(Stored data entries)
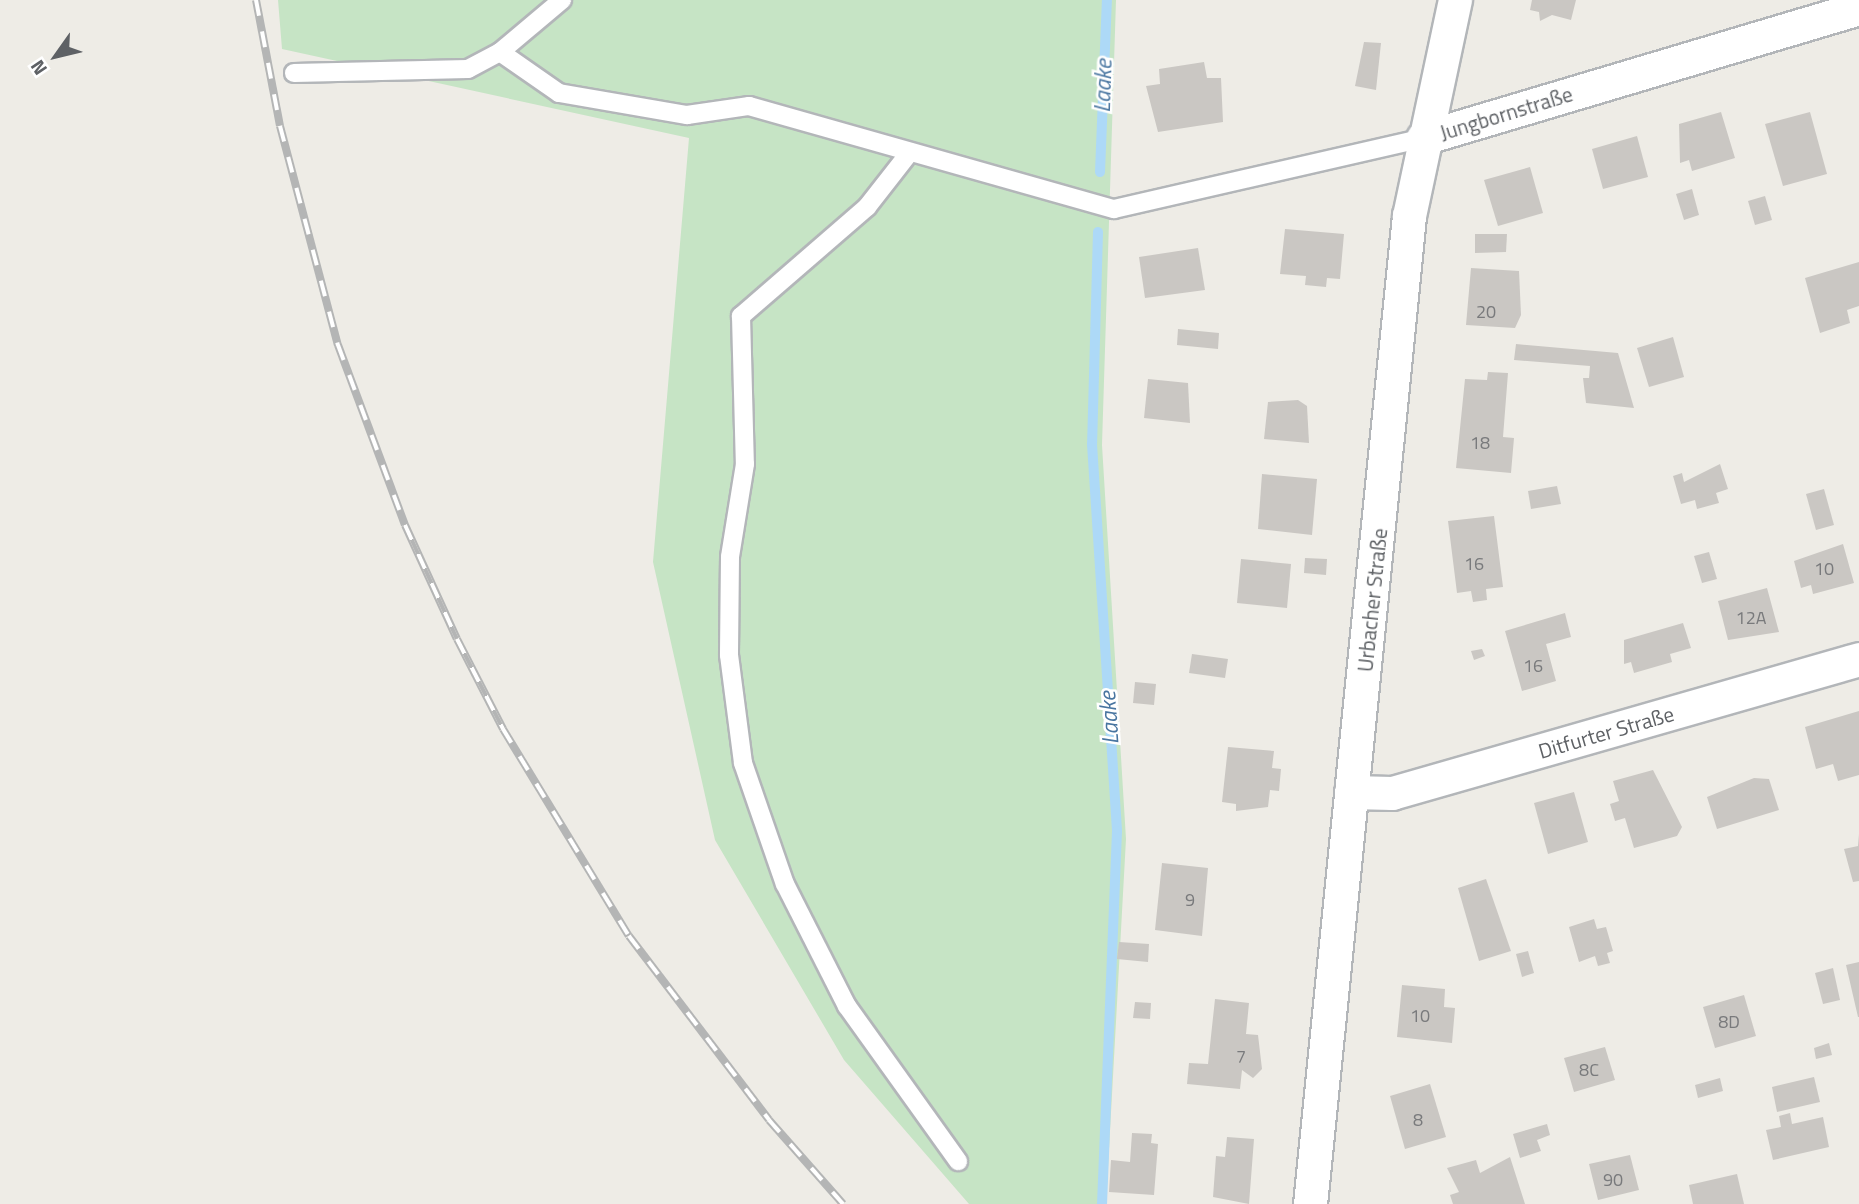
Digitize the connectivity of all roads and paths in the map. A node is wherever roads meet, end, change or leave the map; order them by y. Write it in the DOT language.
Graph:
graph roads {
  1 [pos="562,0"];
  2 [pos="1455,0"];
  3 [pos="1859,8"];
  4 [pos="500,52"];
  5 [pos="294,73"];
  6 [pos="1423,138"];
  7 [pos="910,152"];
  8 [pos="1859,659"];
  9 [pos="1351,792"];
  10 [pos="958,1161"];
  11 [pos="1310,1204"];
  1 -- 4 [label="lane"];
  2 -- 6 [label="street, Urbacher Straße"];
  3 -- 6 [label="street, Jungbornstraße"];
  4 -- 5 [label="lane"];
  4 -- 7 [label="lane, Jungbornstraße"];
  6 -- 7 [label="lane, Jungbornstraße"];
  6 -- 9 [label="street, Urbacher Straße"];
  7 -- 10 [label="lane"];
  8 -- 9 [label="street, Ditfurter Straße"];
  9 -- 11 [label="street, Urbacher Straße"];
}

# What the task asks:
All that is needed is the data above, repeated exactly, without the pictures.

# Answer below:
Digitize the connectivity of all roads and paths in the map. A node is wherever roads meet, end, change or leave the map; order them by y. Write it in the DOT language.
Graph:
graph roads {
  1 [pos="562,0"];
  2 [pos="1455,0"];
  3 [pos="1859,8"];
  4 [pos="500,52"];
  5 [pos="294,73"];
  6 [pos="1423,138"];
  7 [pos="910,152"];
  8 [pos="1859,659"];
  9 [pos="1351,792"];
  10 [pos="958,1161"];
  11 [pos="1310,1204"];
  1 -- 4 [label="lane"];
  2 -- 6 [label="street, Urbacher Straße"];
  3 -- 6 [label="street, Jungbornstraße"];
  4 -- 5 [label="lane"];
  4 -- 7 [label="lane, Jungbornstraße"];
  6 -- 7 [label="lane, Jungbornstraße"];
  6 -- 9 [label="street, Urbacher Straße"];
  7 -- 10 [label="lane"];
  8 -- 9 [label="street, Ditfurter Straße"];
  9 -- 11 [label="street, Urbacher Straße"];
}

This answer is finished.